Nast levantó la vista, sorprendido, como si las paredes hubieran hablado. Cuando me miró, su vista se fijó en algún lugar por encima de mi cabeza, como si literalmente yo fuera algo en lo que no valía la pena detenerse.
– ¿Dudas de mi palabra, Paige? -preguntó, sin rastros ya de todo humor indulgente-. Soy un Nast. Mi palabra es irrevocable.
Sentí el peso de la mirada de Savannah sobre mí. En ese momento comprendí qué era lo que debía hacer: mantener la boca cerrada. Nast tenía razón, la elección era de Savannah. Aquelarre y Camarilla. Magia blanca o magia negra. Si yo influía en su decisión, siempre sentiría la presión del otro lado que trabajaba en contra de mí. Que ella escuchara lo que Nast tenía para ofrecerle y que comprobara así que Eve había tomado la decisión acertada al enviarla al Aquelarre. Aunque yo dudaba mucho de que Nast le permitiría alejarse de él con tanta facilidad, ya saltaría esa valla cuando se presentara. Si yo la arrastraba de allí pateando y llorando, la perdería para siempre.

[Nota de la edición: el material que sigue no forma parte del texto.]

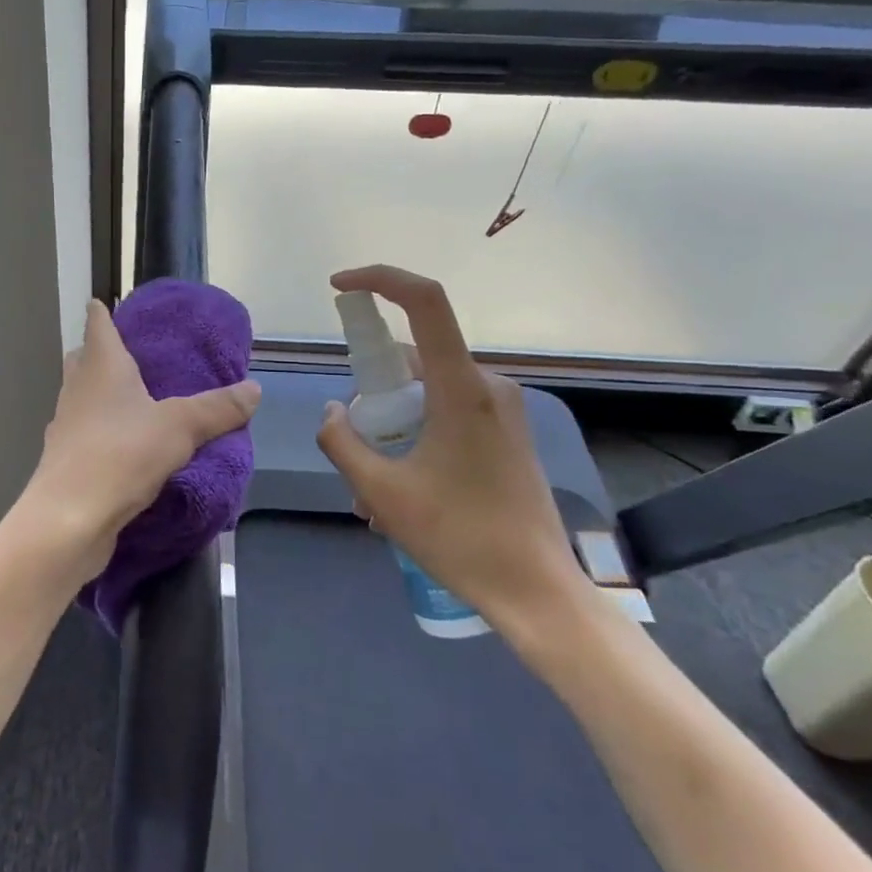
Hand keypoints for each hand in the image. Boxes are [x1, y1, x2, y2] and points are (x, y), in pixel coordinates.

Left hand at [20, 300, 260, 583]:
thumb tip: (254, 389)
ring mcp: (65, 426)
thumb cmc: (121, 454)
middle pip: (83, 359)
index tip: (105, 303)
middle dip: (100, 353)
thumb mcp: (180, 427)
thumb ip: (217, 408)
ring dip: (100, 395)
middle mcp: (77, 389)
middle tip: (130, 356)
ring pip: (81, 398)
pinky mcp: (64, 460)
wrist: (69, 518)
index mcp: (101, 366)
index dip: (102, 312)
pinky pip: (84, 434)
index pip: (97, 324)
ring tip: (133, 403)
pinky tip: (124, 448)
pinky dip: (100, 432)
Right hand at [314, 266, 588, 625]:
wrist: (537, 592)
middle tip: (355, 449)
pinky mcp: (507, 433)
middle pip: (414, 359)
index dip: (379, 279)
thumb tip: (334, 411)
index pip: (424, 302)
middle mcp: (487, 386)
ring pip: (427, 393)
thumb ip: (341, 441)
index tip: (340, 287)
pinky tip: (403, 494)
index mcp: (461, 388)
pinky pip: (447, 414)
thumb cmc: (459, 537)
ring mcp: (502, 410)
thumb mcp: (380, 492)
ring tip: (374, 493)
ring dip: (392, 427)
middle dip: (373, 394)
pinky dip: (415, 437)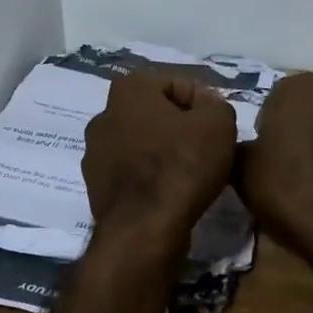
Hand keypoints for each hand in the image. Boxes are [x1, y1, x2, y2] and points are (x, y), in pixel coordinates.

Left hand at [82, 73, 236, 257]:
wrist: (145, 228)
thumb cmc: (181, 164)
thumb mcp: (218, 124)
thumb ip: (217, 105)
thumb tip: (206, 107)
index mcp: (128, 89)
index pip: (177, 84)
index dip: (204, 105)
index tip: (218, 130)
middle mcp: (103, 114)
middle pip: (156, 114)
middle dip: (181, 128)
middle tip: (207, 150)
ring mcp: (94, 151)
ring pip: (142, 143)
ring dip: (164, 152)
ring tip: (191, 174)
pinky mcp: (95, 184)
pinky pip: (132, 171)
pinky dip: (150, 177)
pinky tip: (170, 192)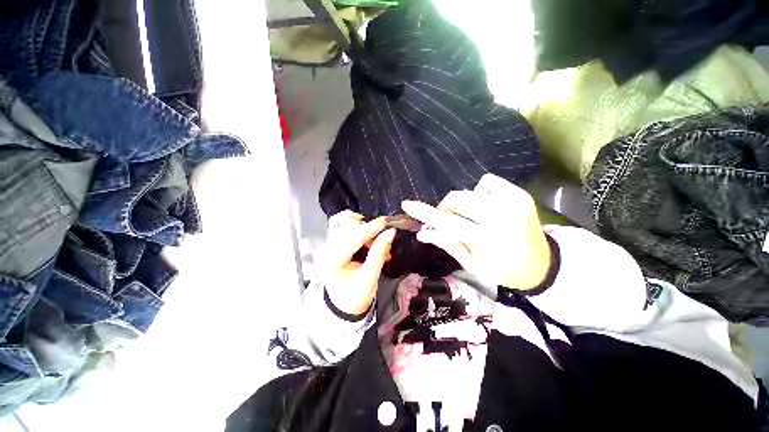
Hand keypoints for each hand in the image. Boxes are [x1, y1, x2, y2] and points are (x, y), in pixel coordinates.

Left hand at [316, 210, 395, 314]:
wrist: (344, 304)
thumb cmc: (356, 295)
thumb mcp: (370, 278)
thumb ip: (379, 253)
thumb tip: (390, 232)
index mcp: (331, 262)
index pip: (349, 239)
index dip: (368, 229)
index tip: (384, 223)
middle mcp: (325, 250)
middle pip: (344, 226)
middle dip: (367, 229)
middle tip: (383, 237)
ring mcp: (327, 244)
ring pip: (343, 222)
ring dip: (362, 226)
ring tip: (374, 239)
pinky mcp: (331, 242)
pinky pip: (343, 225)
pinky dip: (358, 227)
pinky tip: (367, 237)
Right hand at [401, 174, 550, 290]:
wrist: (541, 264)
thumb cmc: (502, 270)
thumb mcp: (471, 264)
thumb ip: (446, 243)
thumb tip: (422, 232)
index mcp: (487, 240)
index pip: (447, 221)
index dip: (425, 212)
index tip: (407, 204)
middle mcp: (500, 216)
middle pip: (456, 199)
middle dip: (445, 208)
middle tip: (448, 220)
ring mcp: (512, 201)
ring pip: (468, 190)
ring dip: (462, 203)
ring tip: (473, 217)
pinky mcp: (520, 193)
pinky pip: (486, 182)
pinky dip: (479, 193)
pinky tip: (487, 208)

Antes de iniciar su alegato, Nast insistió en que comiésemos. Había encargado pizza. Hasta hizo que un repartidor la trajera, para subrayar así el hecho de que no estábamos realmente secuestradas.
Aunque Leah y Friesen compartieron nuestra comida, Nast miró la pizza como si esperara que los champiñones fueran a echar a andar. Nos aseguró -como si nos importara- que almorzaría más tarde, en una reunión de negocios en Boston.

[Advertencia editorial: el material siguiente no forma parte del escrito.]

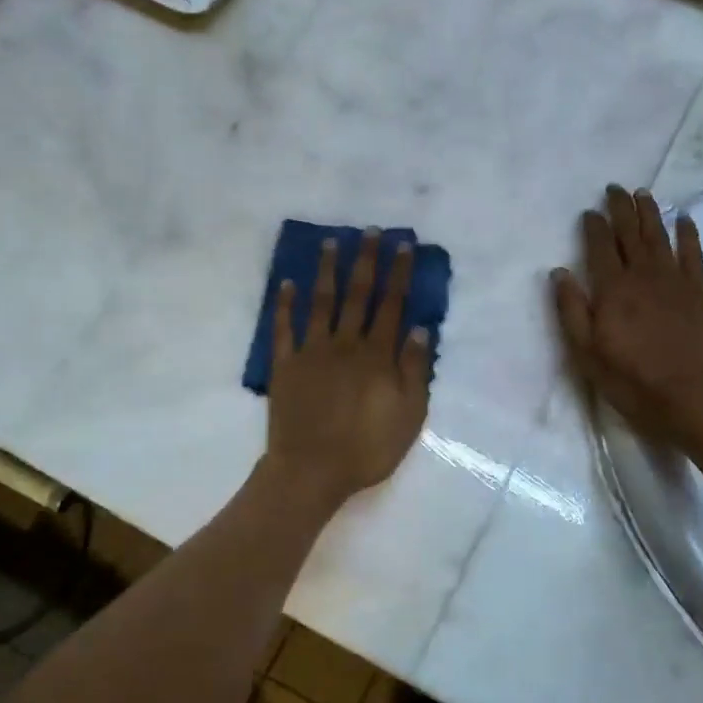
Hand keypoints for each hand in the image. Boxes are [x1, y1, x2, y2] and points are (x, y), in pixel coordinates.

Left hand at [265, 230, 431, 506]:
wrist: (311, 470)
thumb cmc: (367, 448)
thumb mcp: (408, 416)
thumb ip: (414, 370)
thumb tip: (419, 329)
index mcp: (377, 356)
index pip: (391, 306)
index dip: (398, 274)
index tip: (402, 246)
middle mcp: (345, 344)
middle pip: (357, 295)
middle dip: (366, 261)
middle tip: (369, 232)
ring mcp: (311, 352)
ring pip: (321, 302)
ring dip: (327, 271)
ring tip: (331, 243)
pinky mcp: (285, 365)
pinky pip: (283, 328)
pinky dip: (285, 305)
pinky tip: (287, 283)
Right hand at [553, 186, 702, 446]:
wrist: (689, 395)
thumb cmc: (630, 378)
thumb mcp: (586, 352)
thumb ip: (571, 310)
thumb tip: (559, 272)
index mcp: (611, 289)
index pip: (599, 246)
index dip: (594, 226)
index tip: (589, 212)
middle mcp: (642, 275)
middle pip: (630, 233)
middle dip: (620, 208)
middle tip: (615, 189)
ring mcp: (673, 280)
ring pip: (659, 235)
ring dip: (650, 212)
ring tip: (643, 193)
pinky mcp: (699, 290)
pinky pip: (693, 252)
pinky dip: (688, 233)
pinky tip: (684, 219)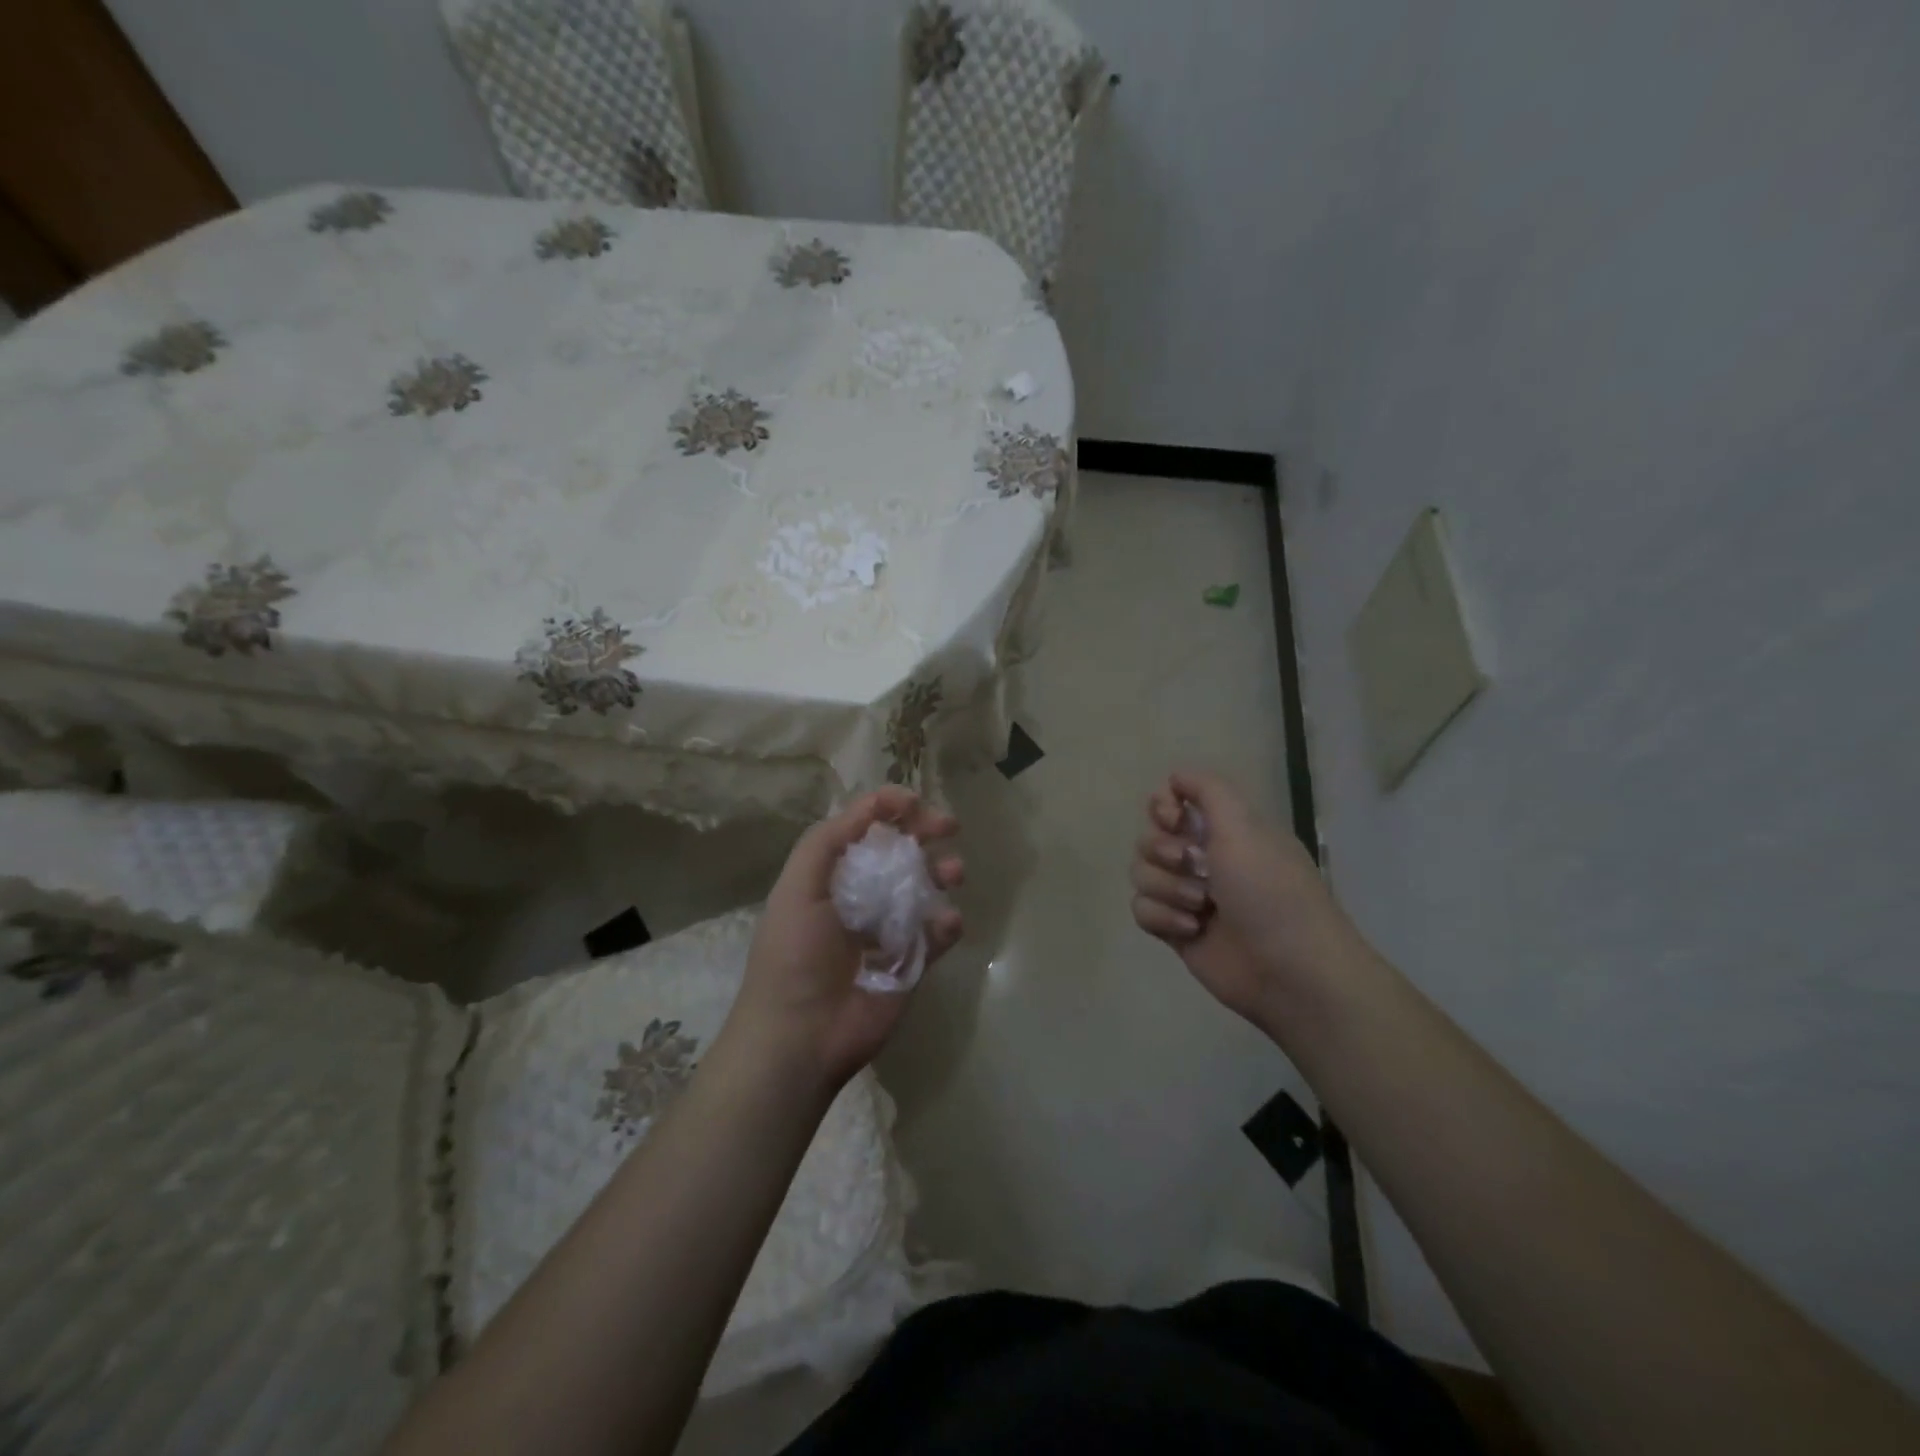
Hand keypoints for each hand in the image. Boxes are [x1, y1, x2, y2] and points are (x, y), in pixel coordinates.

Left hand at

¿De modo que todavía estábamos en Massachusetts? Mientras lo pensaba, me di cuenta de que había dicho almuerzo, no cena. Así que habíamos dormido todo el miércoles y ya hacía veinticuatro horas que faltábamos de casa. Una vez más pensé en Cortez, pero sabía que no tenía sentido preguntar: sólo nos dirían lo que queríamos oír.
– ¿Podemos empezar? -Preguntó Savannah-. La pizza es fantástica y todo eso, pero quiero terminar con esto de una buena vez.
Nast asintió.
– Primero, permíteme que te diga que tu madre fue una mujer extraordinaria y que yo la amé mucho. Sucedió que, bueno, la cosa no funcionó para nosotros. Después de que nacieras, ella me pidió que me apartara, así que lo hice, pero siempre planeé ser algún día parte de tu vida. Con la muerte de tu madre, eso ha sucedido antes de lo que esperaba.

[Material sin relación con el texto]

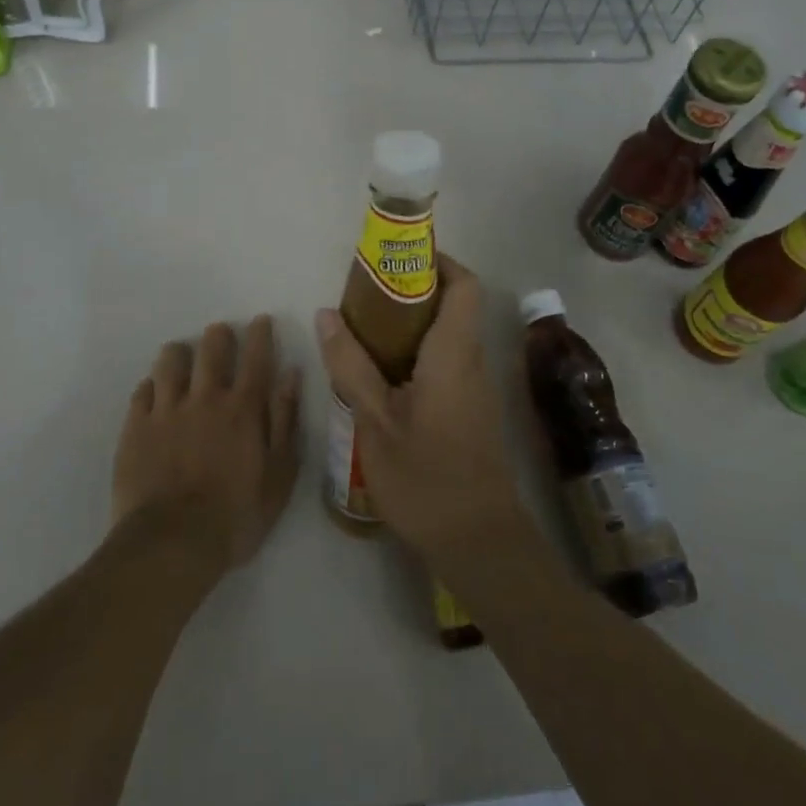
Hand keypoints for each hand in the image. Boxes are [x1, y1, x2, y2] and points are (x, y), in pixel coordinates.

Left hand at [113, 317, 302, 575]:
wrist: (172, 545)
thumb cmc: (236, 516)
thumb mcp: (279, 476)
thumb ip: (286, 422)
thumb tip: (291, 376)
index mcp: (243, 408)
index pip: (256, 356)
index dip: (260, 333)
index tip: (261, 320)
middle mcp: (205, 397)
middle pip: (211, 347)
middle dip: (219, 335)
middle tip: (221, 336)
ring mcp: (166, 410)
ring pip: (170, 360)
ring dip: (180, 354)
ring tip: (183, 359)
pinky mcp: (136, 427)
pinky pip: (142, 390)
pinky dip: (151, 386)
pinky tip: (155, 394)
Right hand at [317, 257, 527, 566]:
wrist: (479, 544)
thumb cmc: (426, 478)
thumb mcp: (375, 421)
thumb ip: (350, 365)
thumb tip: (327, 313)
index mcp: (454, 352)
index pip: (465, 285)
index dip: (438, 262)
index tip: (398, 262)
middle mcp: (472, 360)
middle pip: (454, 304)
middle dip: (413, 291)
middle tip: (366, 295)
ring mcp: (475, 387)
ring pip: (448, 334)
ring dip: (412, 323)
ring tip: (364, 329)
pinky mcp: (470, 410)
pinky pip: (446, 361)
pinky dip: (416, 352)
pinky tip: (381, 374)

– ¿Cómo es posible que ella jamás me lo hubiera mencionado?
– No tengo la menor idea, Savannah.
– Continúa entonces, así podré volver a casa.
Nast se inclinó sin que se le formara una sola arruga en el traje.
– Bueno, confieso que no sé bien por dónde empezar. ¿Tú entiendes cómo está organizada una Camarilla?
– Más o menos.
Nast le dio un rápido resumen, concentrándose en la importancia de la familia del líder de los hechiceros.